When I was going through chemotherapy I feel like I was on a million different medications. I had my three chemotherapy drugs, my anti-nausea drugs, the drugs to improve my white blood cell count, anti-anxiety medications, medication to help me sleep and medication to help boost my blood pressure. Oh, and medication to help flush my kidneys because all the medication in my body was so toxic it was too much for my kidneys to handle.
I felt like I was losing my mind. I didn’t know what to do and every time one medication gave me a side effect another medication was given to me to help counteract it. Finally my psychiatrist recommended I try acupuncture. I thought it was ridiculous, until the acupuncturist told me his main goal was to get me off all the medications, except the chemotherapy drugs. Guess what? He did.
I have a decent amount of friends who are western medical doctors. Being an EMT and working a lot with people in the western medical field, it’s easy to make a lot of friends. I’m lucky, I’ve always found doctors, physicians assistants and nurse practitioners that are very open minded. I’ve always been able to discuss ways that eastern and western medicine can work together, and almost all my western medical friends come in for acupuncture treatments on a fairly regular basis to keep them feeling good.
That being said, I’m often reminded of the broken healthcare system we have in place. One of my friends, who is an MD and works in private practice, was told by the hospital he is associated with that he has a certain number of drug requirements each month. For example, if he sees 10 people with hypertension (high blood pressure) he has to prescribe a minimum of 8 of them medication.
My jaw still drops thinking about how insane that is.
In Chinese Medicine, there are so many ways to work with hypertension, and medication would be the last thing I would advise someone to start with. Now, I do feel as if I need a disclaimer here. Not all doctors are working within that system and most are actually trying to help their patients. Doctors can and do find ways around this directive. For example, if there is a patient who is extremely inflamed the doctor will prescribe medication for them for a month and tell them this will kickstart their body to help them feel better while also giving them a new diet plan and supplements to take to prevent them from having to stay on the medication. The other thing doctors might do is write the prescription for the medication and ask the patient to give it a month or so before filling it. This gives the patient time to adjust their diet, exercise and use other methods of treatment such as acupuncture and chiropractic before using the medication. That way they fill their quota and the patient still benefits.
I recently looked up an MD for a patient, she was looking for someone who specializes in functional medicine and wanted a recommendation. The first thing I saw when I went on this MD’s website was his about me and it stated “looking to treat the root of the problem, not just cover it up with medication.” I wanted to jump for joy.
Finally someone looking to help the real problem and not just offer a temporary solution.
The problem with overprescribing medication is that often the medication will stop working as well. Just like with Chinese herbs, people aren’t made to be on medication for years. Most medication should be used as a way to help someone temporarily until something the person is able to make changes and help their body to heal naturally.
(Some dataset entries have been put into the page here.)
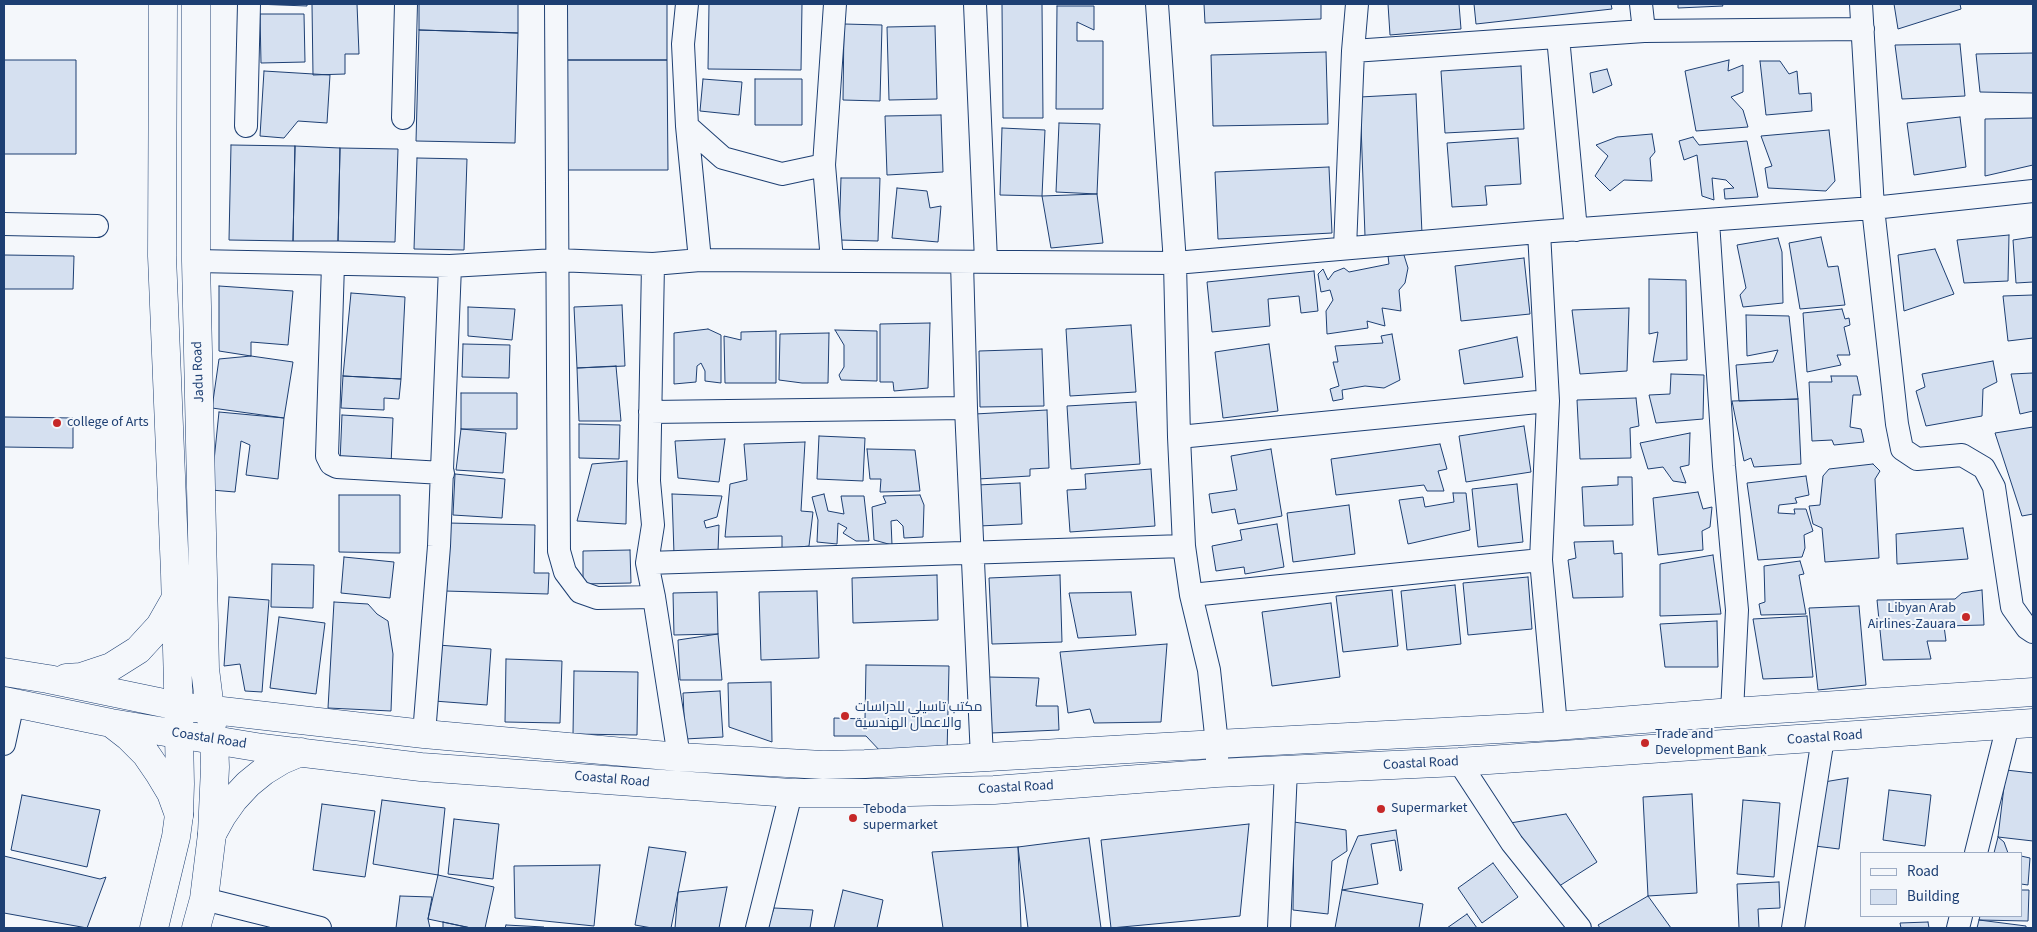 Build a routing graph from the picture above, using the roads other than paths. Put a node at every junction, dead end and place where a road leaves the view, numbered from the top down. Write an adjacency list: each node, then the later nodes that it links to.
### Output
1 (162, 4): 50 (main road)
2 (196, 4): 31 (main road, Jadu Road)
3 (249, 4): 18 (street)
4 (406, 4): 17 (street)
5 (556, 4): 29 (street)
6 (687, 4): 19 (street)
7 (835, 4): 20 (street)
8 (975, 4): 32 (street)
9 (1157, 4): 35 (street)
10 (1357, 4): 16 (street)
11 (1641, 4): 14 (street)
12 (1861, 4): 13 (street)
13 (1863, 29): 14 (street); 22 (street)
14 (1644, 31): 15 (street)
15 (1558, 37): 16 (street); 26 (street)
16 (1353, 51): 28 (street)
17 (403, 118)
18 (246, 126)
19 (687, 126): 20 (street); 30 (street)
20 (824, 165): 33 (street)
21 (2033, 191): 22 (street)
22 (1872, 208): 23 (street); 51 (street)
23 (1708, 221): 26 (street); 58 (street)
24 (4, 224): 25 (street)
25 (96, 226)
26 (1576, 230): 27 (street)
27 (1539, 232): 28 (street); 39 (street)
28 (1345, 248): 35 (street)
29 (556, 260): 37 (street); 38 (street); 49 (street)
30 (700, 260): 33 (street); 37 (street)
31 (196, 261): 36 (street); 57 (main road, Jadu Road)
32 (986, 261): 34 (street); 35 (street)
33 (832, 262): 34 (street)
34 (962, 262): 40 (street)
35 (1175, 263): 42 (street)
36 (334, 264): 38 (street); 43 (street)
37 (653, 264): 41 (street)
38 (450, 266): 43 (street)
39 (1548, 401): 42 (street); 46 (street)
40 (966, 408): 41 (street); 45 (street)
41 (650, 412): 47 (street)
42 (1179, 436): 44 (street)
43 (443, 473): 63 (street)
44 (1184, 546): 45 (street); 48 (street)
45 (973, 553): 47 (street); 70 (street)
46 (1541, 560): 48 (street); 61 (street)
47 (647, 563): 49 (street)
48 (1191, 595): 67 (street)
49 (654, 597): 69 (street)
50 (176, 598): 53 (main road); 56 (main road)
51 (2033, 632)
52 (4, 672): 53 (main road, Coastal Road)
53 (48, 679): 56 (main road, Coastal Road)
54 (2033, 692): 58 (main road, Coastal Road)
55 (8, 702): 59 (main road, Coastal Road); 66 (street)
56 (178, 706): 57 (main road, Coastal Road); 62 (main road)
57 (209, 708): 63 (main road, Coastal Road); 65 (main road, Jadu Road)
58 (1732, 712): 61 (main road, Coastal Road)
59 (111, 723): 62 (main road, Coastal Road); 75 (main road)
60 (2021, 724): 64 (main road, Coastal Road); 77 (street)
61 (1556, 726): 67 (main road, Coastal Road)
62 (179, 734): 65 (main road, Coastal Road); 75 (main road)
63 (424, 734): 69 (main road, Coastal Road)
64 (1822, 738): 71 (main road, Coastal Road); 85 (street)
65 (214, 739): 68 (main road, Coastal Road); 76 (main road, Jadu Road)
66 (4, 744)
67 (1217, 744): 70 (main road, Coastal Road); 73 (street)
68 (301, 752): 74 (main road, Coastal Road); 76 (main road)
69 (680, 757): 70 (main road, Coastal Road)
70 (982, 758)
71 (1459, 762): 72 (main road, Coastal Road); 84 (street)
72 (1286, 770): 73 (main road, Coastal Road); 83 (street)
73 (1217, 773): 74 (main road, Coastal Road)
74 (791, 793): 82 (street)
75 (179, 815): 79 (main road)
76 (212, 834): 78 (main road, Jadu Road)
77 (1976, 852)
78 (204, 899): 80 (main road, Jadu Road); 81 (street)
79 (154, 928)
80 (196, 928)
81 (320, 928)
82 (757, 928)
83 (1279, 928)
84 (1580, 928)
85 (1793, 928) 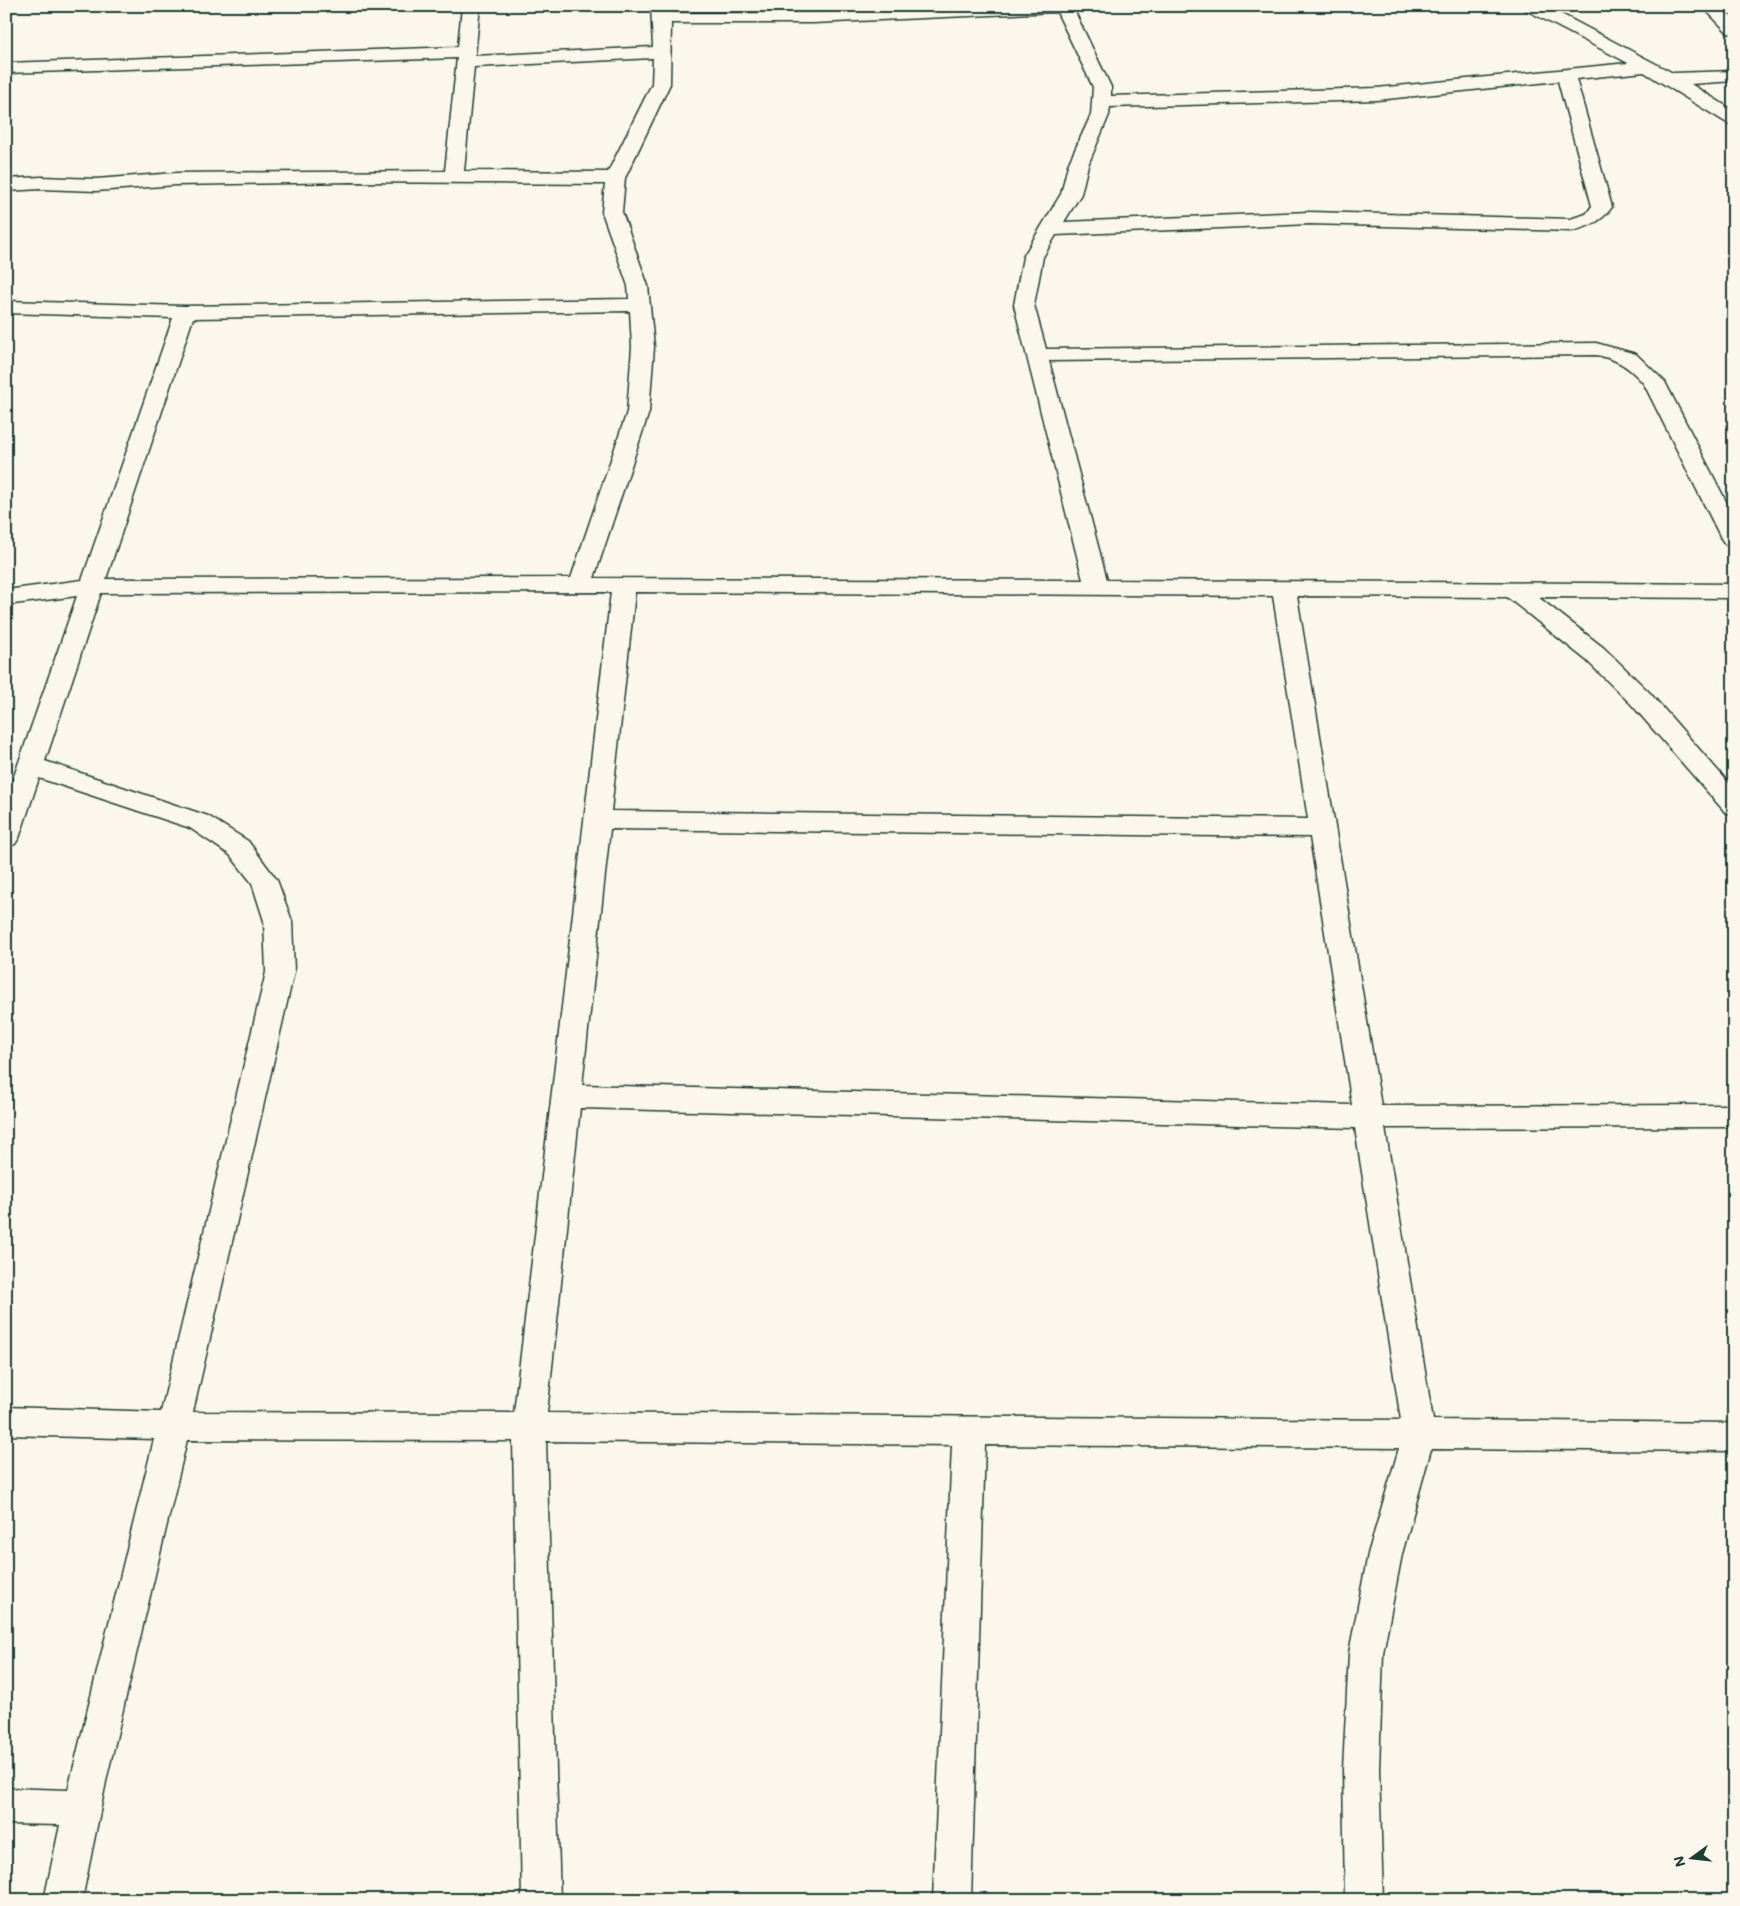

So my recommendation to you next time you go to the doctor is to listen to what he/she is saying. Are they making dietary recommendations? Are they spending time speaking with you and learning about you, or are they looking at you for two minutes and writing a prescription? If your doctor doesn’t automatically tell you alternative ways to help make sure you ask and see what their position is on alternative forms of healing, it can be very telling. A few insurance companies have even changed their ways and are using acupuncture instead of opioids. When in doubt, always get a second opinion. Even when I have patients come into my office and they seem unsure I always offer to refer them to someone else for a second opinion if they feel uncomfortable. Always remember, its your body and it’s important to treat it the best way possible.